#### Data shown ####

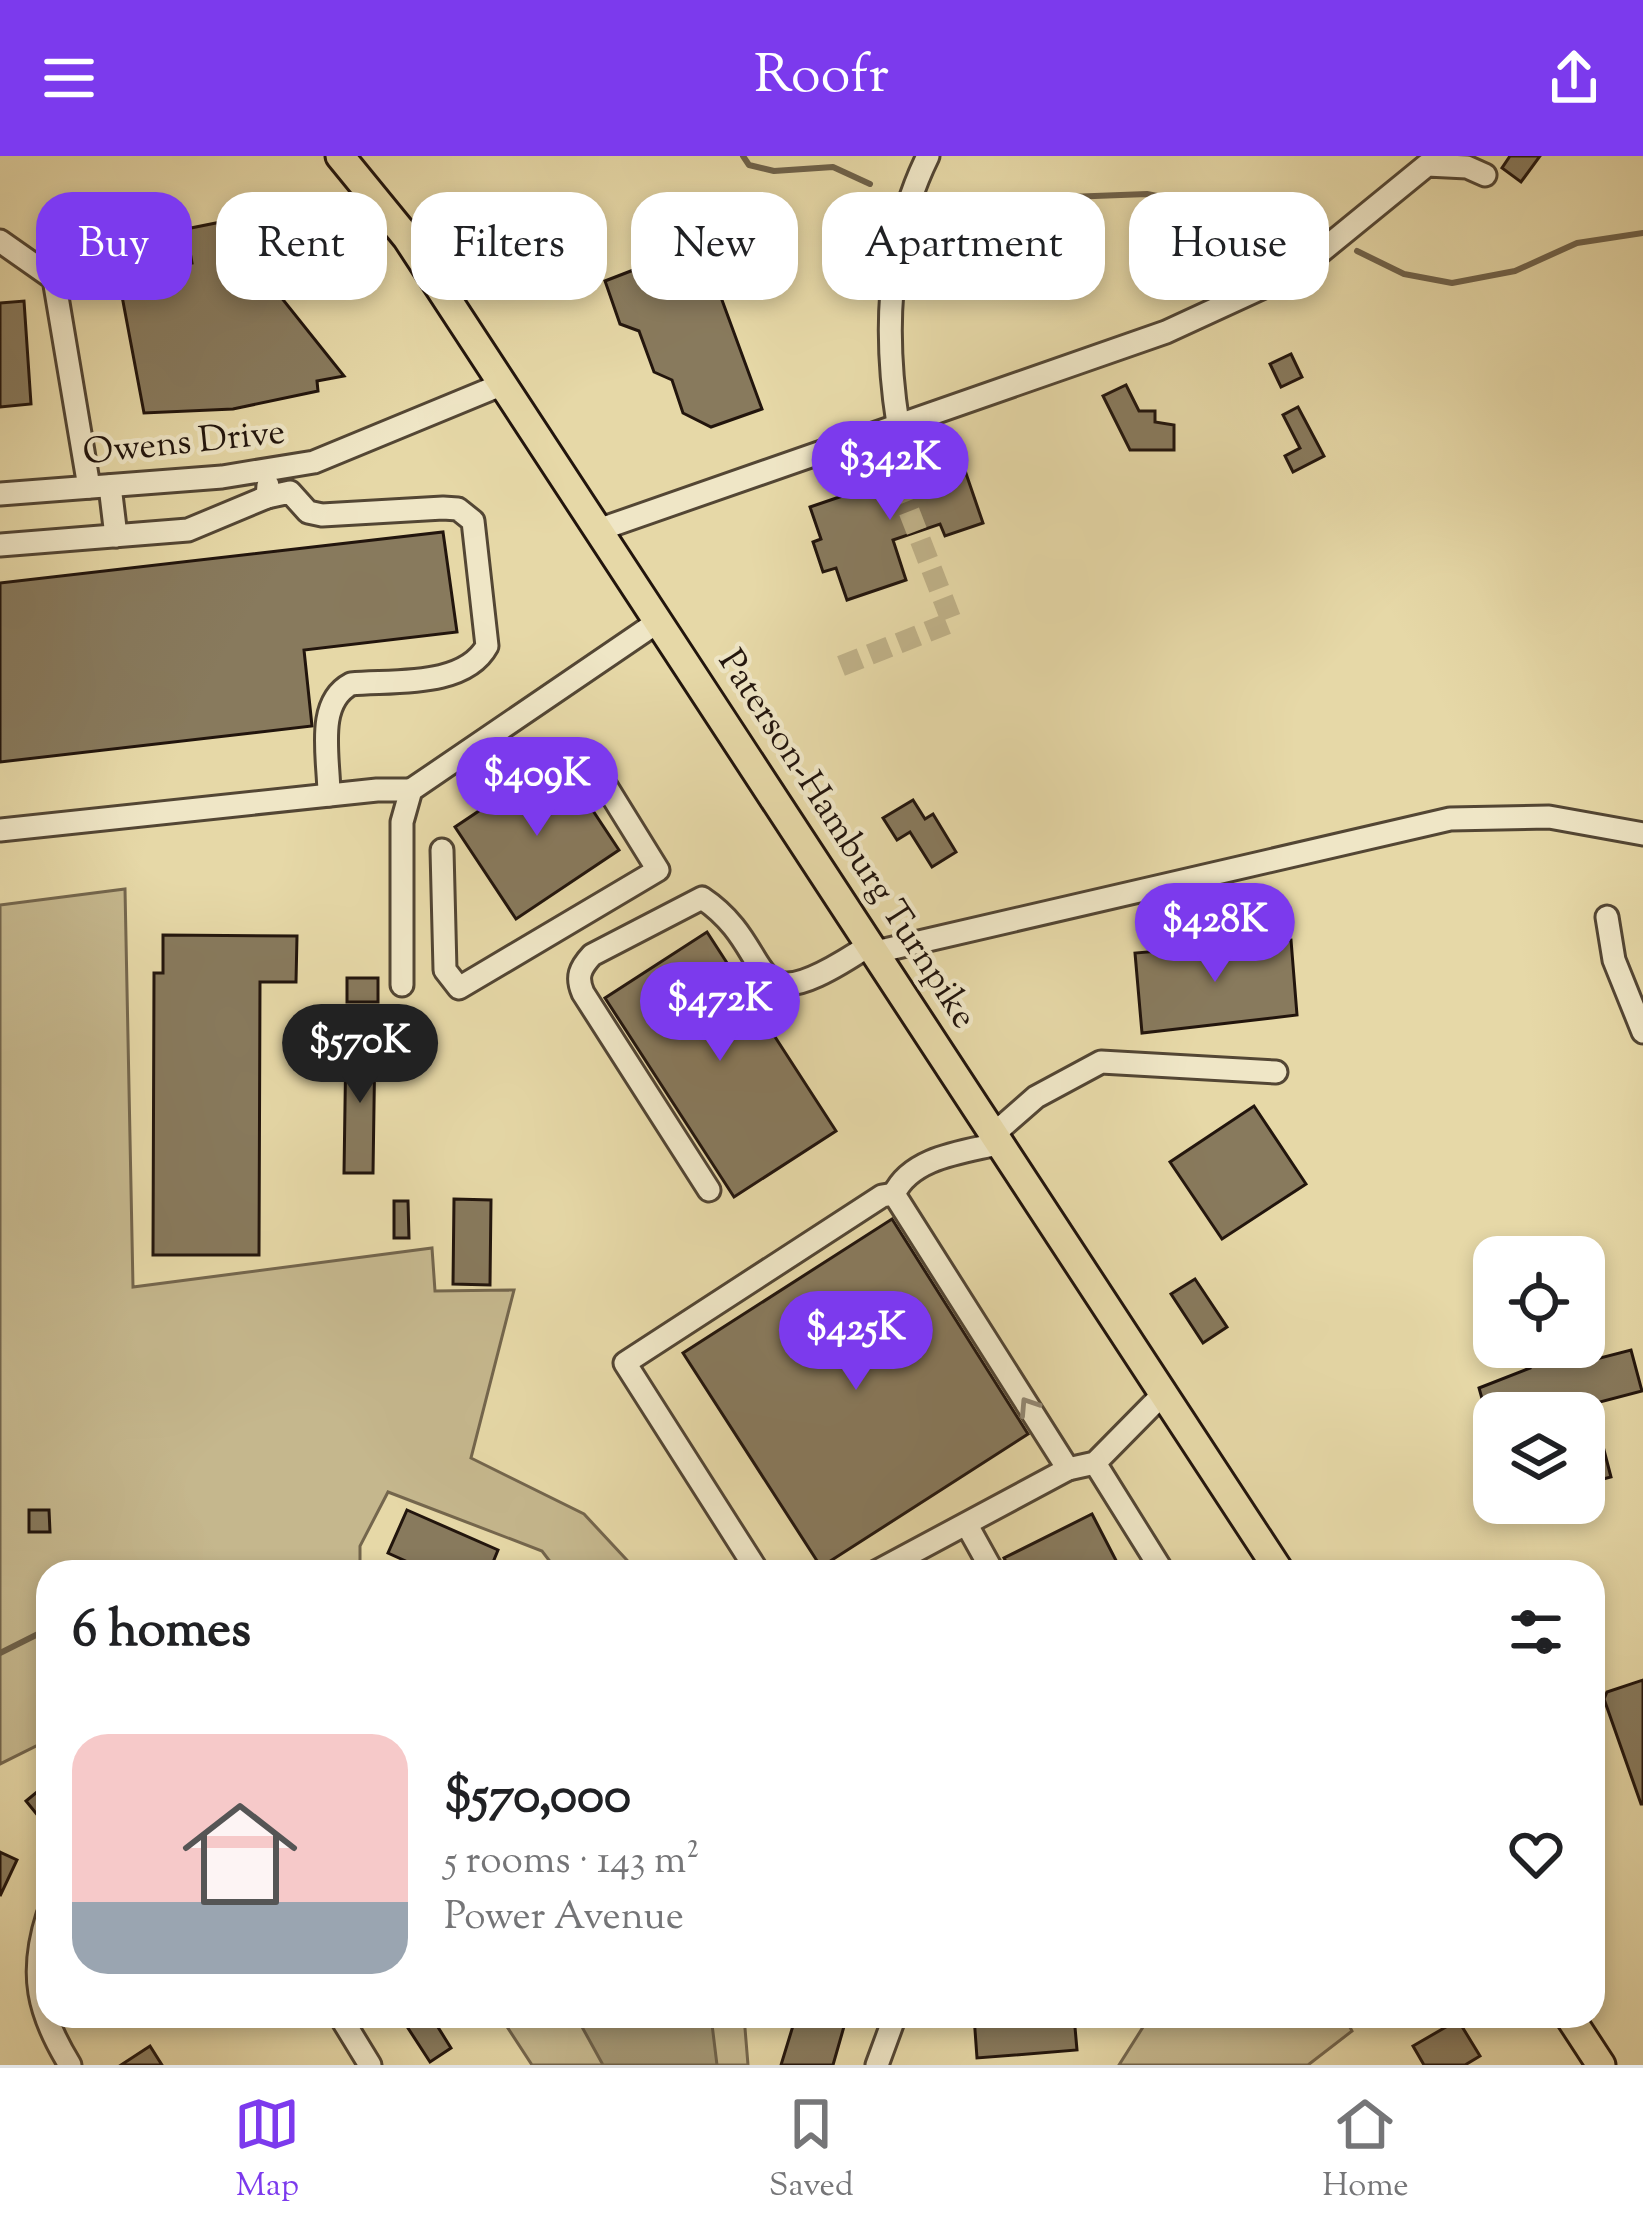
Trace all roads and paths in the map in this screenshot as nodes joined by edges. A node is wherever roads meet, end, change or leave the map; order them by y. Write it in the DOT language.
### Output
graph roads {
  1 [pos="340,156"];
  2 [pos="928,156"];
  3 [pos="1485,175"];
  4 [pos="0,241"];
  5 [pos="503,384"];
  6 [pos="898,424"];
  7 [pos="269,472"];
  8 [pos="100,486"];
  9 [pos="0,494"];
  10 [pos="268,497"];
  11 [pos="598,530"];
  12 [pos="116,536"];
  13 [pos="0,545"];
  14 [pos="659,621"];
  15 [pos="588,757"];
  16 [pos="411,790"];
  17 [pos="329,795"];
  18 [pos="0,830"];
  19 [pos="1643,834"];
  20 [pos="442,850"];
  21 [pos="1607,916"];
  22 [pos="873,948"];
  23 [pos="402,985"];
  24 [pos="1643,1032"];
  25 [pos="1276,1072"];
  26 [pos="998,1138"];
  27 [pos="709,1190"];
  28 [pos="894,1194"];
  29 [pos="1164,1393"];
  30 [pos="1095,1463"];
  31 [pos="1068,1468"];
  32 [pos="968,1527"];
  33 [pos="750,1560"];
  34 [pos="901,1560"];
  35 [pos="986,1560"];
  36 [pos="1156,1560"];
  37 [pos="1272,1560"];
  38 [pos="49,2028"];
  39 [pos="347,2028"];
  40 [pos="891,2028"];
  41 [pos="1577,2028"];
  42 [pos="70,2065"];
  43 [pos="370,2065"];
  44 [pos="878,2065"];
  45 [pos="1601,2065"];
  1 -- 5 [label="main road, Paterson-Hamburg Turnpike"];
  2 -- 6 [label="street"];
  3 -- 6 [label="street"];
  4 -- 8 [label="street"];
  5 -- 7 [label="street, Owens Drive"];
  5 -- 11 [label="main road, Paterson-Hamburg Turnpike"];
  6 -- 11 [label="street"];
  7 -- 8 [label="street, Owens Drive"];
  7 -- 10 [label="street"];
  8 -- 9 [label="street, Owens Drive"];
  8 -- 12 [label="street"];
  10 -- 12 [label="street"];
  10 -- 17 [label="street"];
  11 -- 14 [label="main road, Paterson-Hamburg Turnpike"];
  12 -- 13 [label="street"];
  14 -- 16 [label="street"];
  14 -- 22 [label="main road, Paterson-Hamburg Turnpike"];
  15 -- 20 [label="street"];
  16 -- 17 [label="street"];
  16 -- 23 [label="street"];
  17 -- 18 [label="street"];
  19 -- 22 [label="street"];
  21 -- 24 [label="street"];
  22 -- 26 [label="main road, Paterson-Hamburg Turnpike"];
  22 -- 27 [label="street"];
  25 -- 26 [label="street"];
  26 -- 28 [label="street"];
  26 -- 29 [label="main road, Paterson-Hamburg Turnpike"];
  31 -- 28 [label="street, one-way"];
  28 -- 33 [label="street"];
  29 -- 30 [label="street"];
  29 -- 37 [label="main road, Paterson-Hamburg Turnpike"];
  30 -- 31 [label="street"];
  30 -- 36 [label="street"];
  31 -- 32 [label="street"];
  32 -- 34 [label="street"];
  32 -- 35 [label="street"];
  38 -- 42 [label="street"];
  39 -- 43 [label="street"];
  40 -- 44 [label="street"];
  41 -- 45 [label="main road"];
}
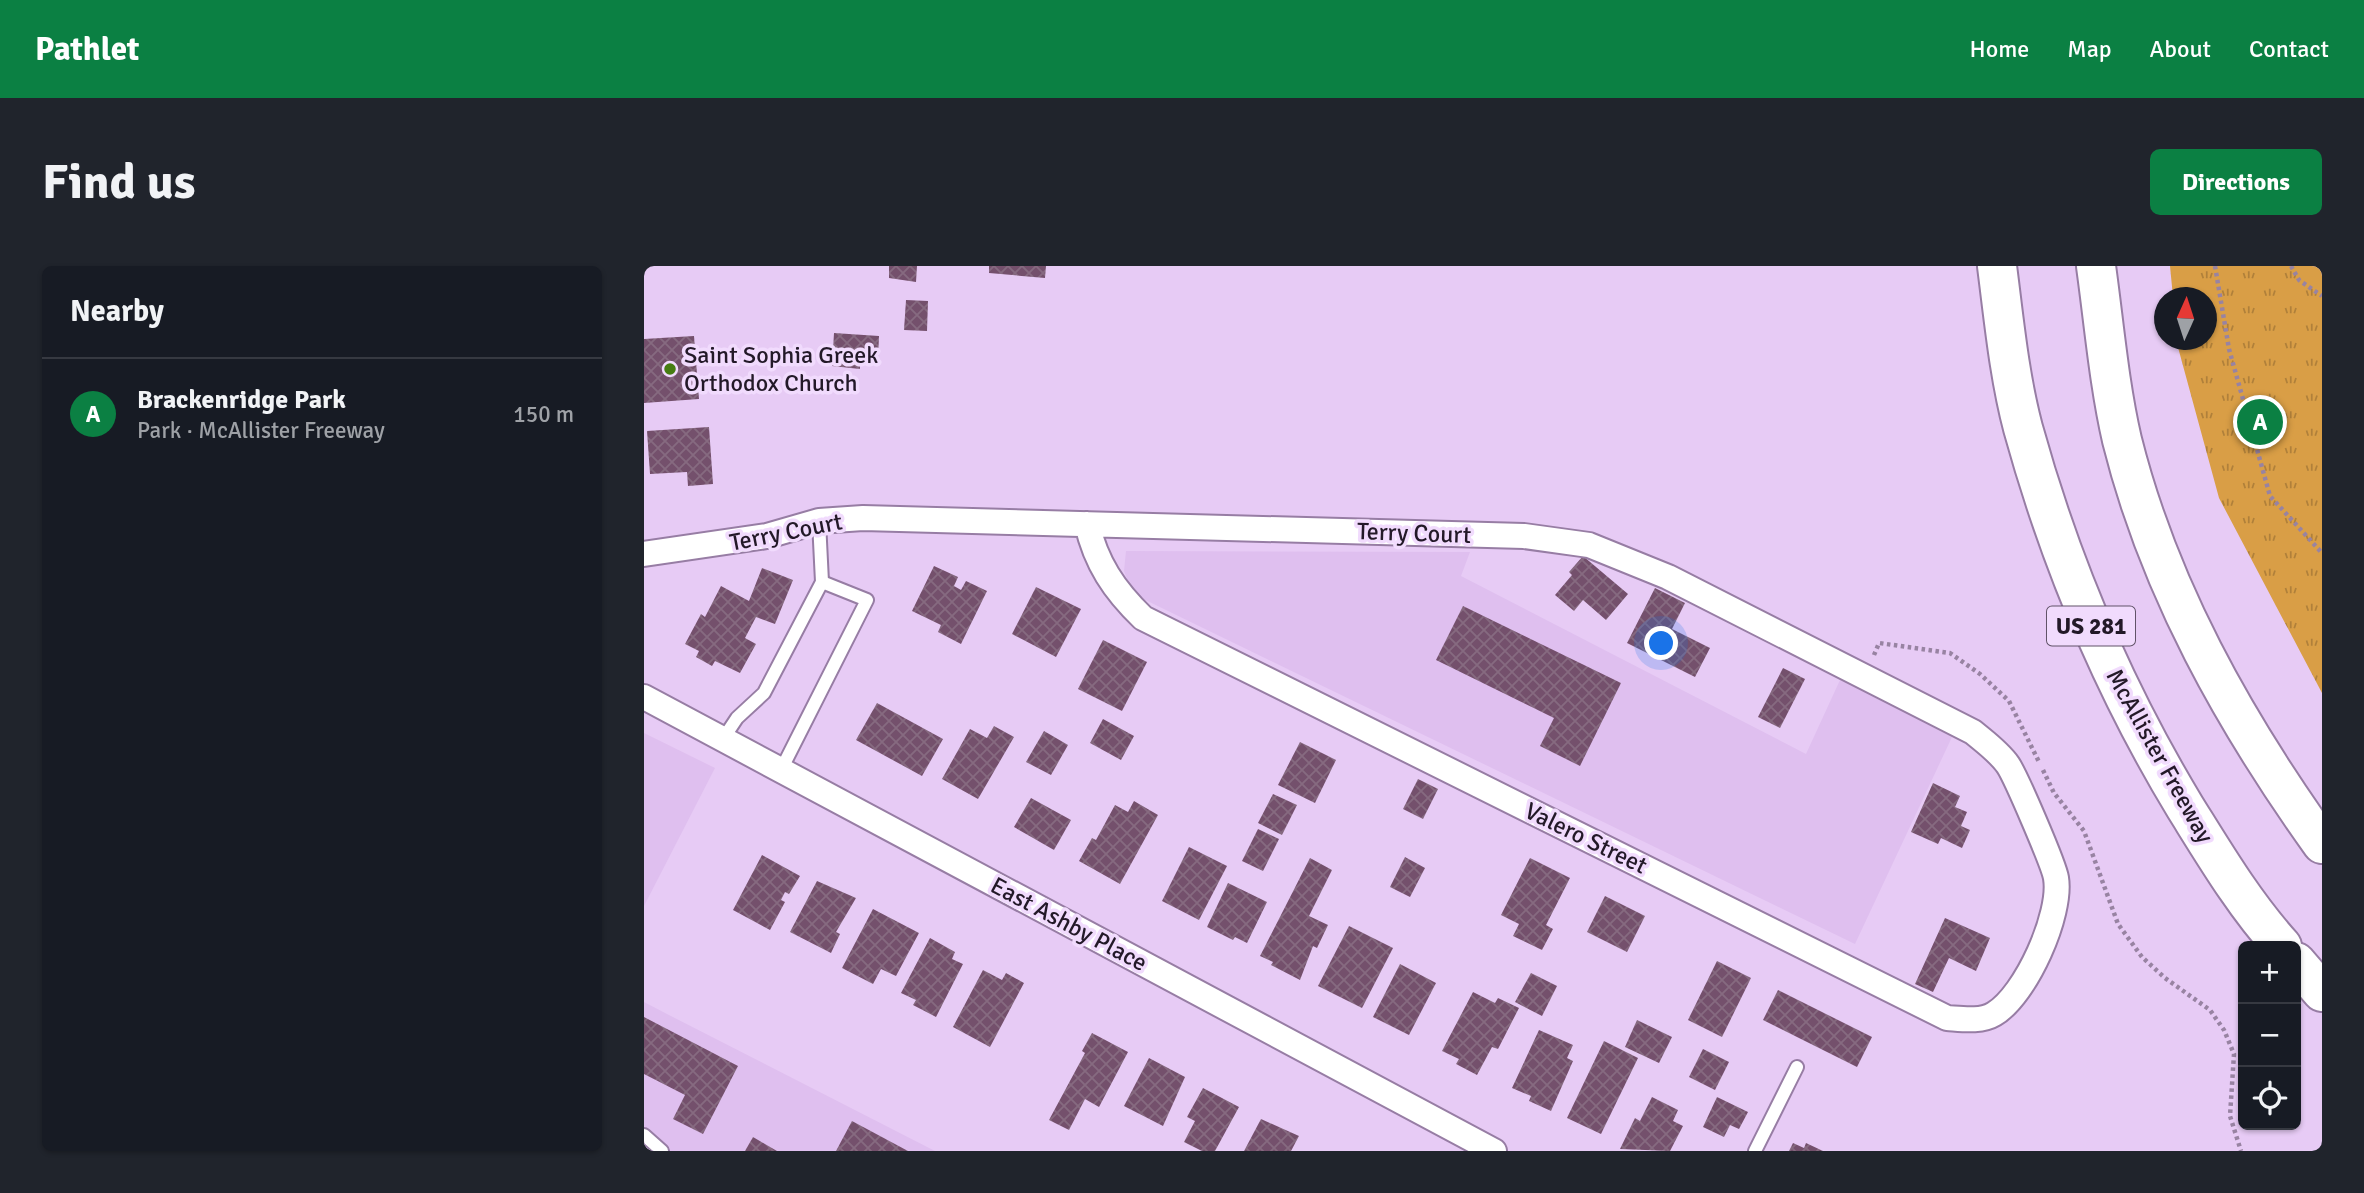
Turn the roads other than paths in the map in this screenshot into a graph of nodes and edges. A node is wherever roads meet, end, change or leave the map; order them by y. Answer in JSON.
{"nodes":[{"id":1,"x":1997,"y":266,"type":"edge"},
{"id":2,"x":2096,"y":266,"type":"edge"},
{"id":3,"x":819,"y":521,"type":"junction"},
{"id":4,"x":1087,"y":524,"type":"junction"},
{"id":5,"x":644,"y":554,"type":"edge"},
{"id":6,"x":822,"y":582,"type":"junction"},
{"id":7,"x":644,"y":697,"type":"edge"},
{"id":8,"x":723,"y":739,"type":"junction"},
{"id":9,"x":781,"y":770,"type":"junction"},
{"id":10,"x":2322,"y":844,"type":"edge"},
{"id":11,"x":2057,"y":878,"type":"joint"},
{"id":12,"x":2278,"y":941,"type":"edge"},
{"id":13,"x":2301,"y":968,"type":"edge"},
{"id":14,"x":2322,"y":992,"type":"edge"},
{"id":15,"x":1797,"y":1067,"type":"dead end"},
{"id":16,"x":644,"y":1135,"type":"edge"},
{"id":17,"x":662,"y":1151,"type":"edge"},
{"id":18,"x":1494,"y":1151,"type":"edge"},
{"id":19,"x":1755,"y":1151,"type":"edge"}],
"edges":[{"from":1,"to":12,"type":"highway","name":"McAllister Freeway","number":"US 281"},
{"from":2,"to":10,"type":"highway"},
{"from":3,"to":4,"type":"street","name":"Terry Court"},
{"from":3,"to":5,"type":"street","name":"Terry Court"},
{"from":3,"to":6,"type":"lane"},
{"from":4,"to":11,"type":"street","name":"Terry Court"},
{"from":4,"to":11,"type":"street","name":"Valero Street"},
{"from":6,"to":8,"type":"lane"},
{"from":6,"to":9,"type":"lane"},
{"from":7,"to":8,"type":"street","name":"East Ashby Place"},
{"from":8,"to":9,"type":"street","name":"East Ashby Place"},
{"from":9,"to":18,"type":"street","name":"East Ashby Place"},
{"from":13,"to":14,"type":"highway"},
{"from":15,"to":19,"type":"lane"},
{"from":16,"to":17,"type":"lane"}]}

####

Exercise prompt
Your task is to output the material word for word while leaving out every image.

Task answer
Trace all roads and paths in the map in this screenshot as nodes joined by edges. A node is wherever roads meet, end, change or leave the map; order them by y. Write it in the DOT language.
### Output
graph roads {
  1 [pos="340,156"];
  2 [pos="928,156"];
  3 [pos="1485,175"];
  4 [pos="0,241"];
  5 [pos="503,384"];
  6 [pos="898,424"];
  7 [pos="269,472"];
  8 [pos="100,486"];
  9 [pos="0,494"];
  10 [pos="268,497"];
  11 [pos="598,530"];
  12 [pos="116,536"];
  13 [pos="0,545"];
  14 [pos="659,621"];
  15 [pos="588,757"];
  16 [pos="411,790"];
  17 [pos="329,795"];
  18 [pos="0,830"];
  19 [pos="1643,834"];
  20 [pos="442,850"];
  21 [pos="1607,916"];
  22 [pos="873,948"];
  23 [pos="402,985"];
  24 [pos="1643,1032"];
  25 [pos="1276,1072"];
  26 [pos="998,1138"];
  27 [pos="709,1190"];
  28 [pos="894,1194"];
  29 [pos="1164,1393"];
  30 [pos="1095,1463"];
  31 [pos="1068,1468"];
  32 [pos="968,1527"];
  33 [pos="750,1560"];
  34 [pos="901,1560"];
  35 [pos="986,1560"];
  36 [pos="1156,1560"];
  37 [pos="1272,1560"];
  38 [pos="49,2028"];
  39 [pos="347,2028"];
  40 [pos="891,2028"];
  41 [pos="1577,2028"];
  42 [pos="70,2065"];
  43 [pos="370,2065"];
  44 [pos="878,2065"];
  45 [pos="1601,2065"];
  1 -- 5 [label="main road, Paterson-Hamburg Turnpike"];
  2 -- 6 [label="street"];
  3 -- 6 [label="street"];
  4 -- 8 [label="street"];
  5 -- 7 [label="street, Owens Drive"];
  5 -- 11 [label="main road, Paterson-Hamburg Turnpike"];
  6 -- 11 [label="street"];
  7 -- 8 [label="street, Owens Drive"];
  7 -- 10 [label="street"];
  8 -- 9 [label="street, Owens Drive"];
  8 -- 12 [label="street"];
  10 -- 12 [label="street"];
  10 -- 17 [label="street"];
  11 -- 14 [label="main road, Paterson-Hamburg Turnpike"];
  12 -- 13 [label="street"];
  14 -- 16 [label="street"];
  14 -- 22 [label="main road, Paterson-Hamburg Turnpike"];
  15 -- 20 [label="street"];
  16 -- 17 [label="street"];
  16 -- 23 [label="street"];
  17 -- 18 [label="street"];
  19 -- 22 [label="street"];
  21 -- 24 [label="street"];
  22 -- 26 [label="main road, Paterson-Hamburg Turnpike"];
  22 -- 27 [label="street"];
  25 -- 26 [label="street"];
  26 -- 28 [label="street"];
  26 -- 29 [label="main road, Paterson-Hamburg Turnpike"];
  31 -- 28 [label="street, one-way"];
  28 -- 33 [label="street"];
  29 -- 30 [label="street"];
  29 -- 37 [label="main road, Paterson-Hamburg Turnpike"];
  30 -- 31 [label="street"];
  30 -- 36 [label="street"];
  31 -- 32 [label="street"];
  32 -- 34 [label="street"];
  32 -- 35 [label="street"];
  38 -- 42 [label="street"];
  39 -- 43 [label="street"];
  40 -- 44 [label="street"];
  41 -- 45 [label="main road"];
}
Turn the roads other than paths in the map in this screenshot into a graph of nodes and edges. A node is wherever roads meet, end, change or leave the map; order them by y. Answer in JSON.
{"nodes":[{"id":1,"x":1997,"y":266,"type":"edge"},
{"id":2,"x":2096,"y":266,"type":"edge"},
{"id":3,"x":819,"y":521,"type":"junction"},
{"id":4,"x":1087,"y":524,"type":"junction"},
{"id":5,"x":644,"y":554,"type":"edge"},
{"id":6,"x":822,"y":582,"type":"junction"},
{"id":7,"x":644,"y":697,"type":"edge"},
{"id":8,"x":723,"y":739,"type":"junction"},
{"id":9,"x":781,"y":770,"type":"junction"},
{"id":10,"x":2322,"y":844,"type":"edge"},
{"id":11,"x":2057,"y":878,"type":"joint"},
{"id":12,"x":2278,"y":941,"type":"edge"},
{"id":13,"x":2301,"y":968,"type":"edge"},
{"id":14,"x":2322,"y":992,"type":"edge"},
{"id":15,"x":1797,"y":1067,"type":"dead end"},
{"id":16,"x":644,"y":1135,"type":"edge"},
{"id":17,"x":662,"y":1151,"type":"edge"},
{"id":18,"x":1494,"y":1151,"type":"edge"},
{"id":19,"x":1755,"y":1151,"type":"edge"}],
"edges":[{"from":1,"to":12,"type":"highway","name":"McAllister Freeway","number":"US 281"},
{"from":2,"to":10,"type":"highway"},
{"from":3,"to":4,"type":"street","name":"Terry Court"},
{"from":3,"to":5,"type":"street","name":"Terry Court"},
{"from":3,"to":6,"type":"lane"},
{"from":4,"to":11,"type":"street","name":"Terry Court"},
{"from":4,"to":11,"type":"street","name":"Valero Street"},
{"from":6,"to":8,"type":"lane"},
{"from":6,"to":9,"type":"lane"},
{"from":7,"to":8,"type":"street","name":"East Ashby Place"},
{"from":8,"to":9,"type":"street","name":"East Ashby Place"},
{"from":9,"to":18,"type":"street","name":"East Ashby Place"},
{"from":13,"to":14,"type":"highway"},
{"from":15,"to":19,"type":"lane"},
{"from":16,"to":17,"type":"lane"}]}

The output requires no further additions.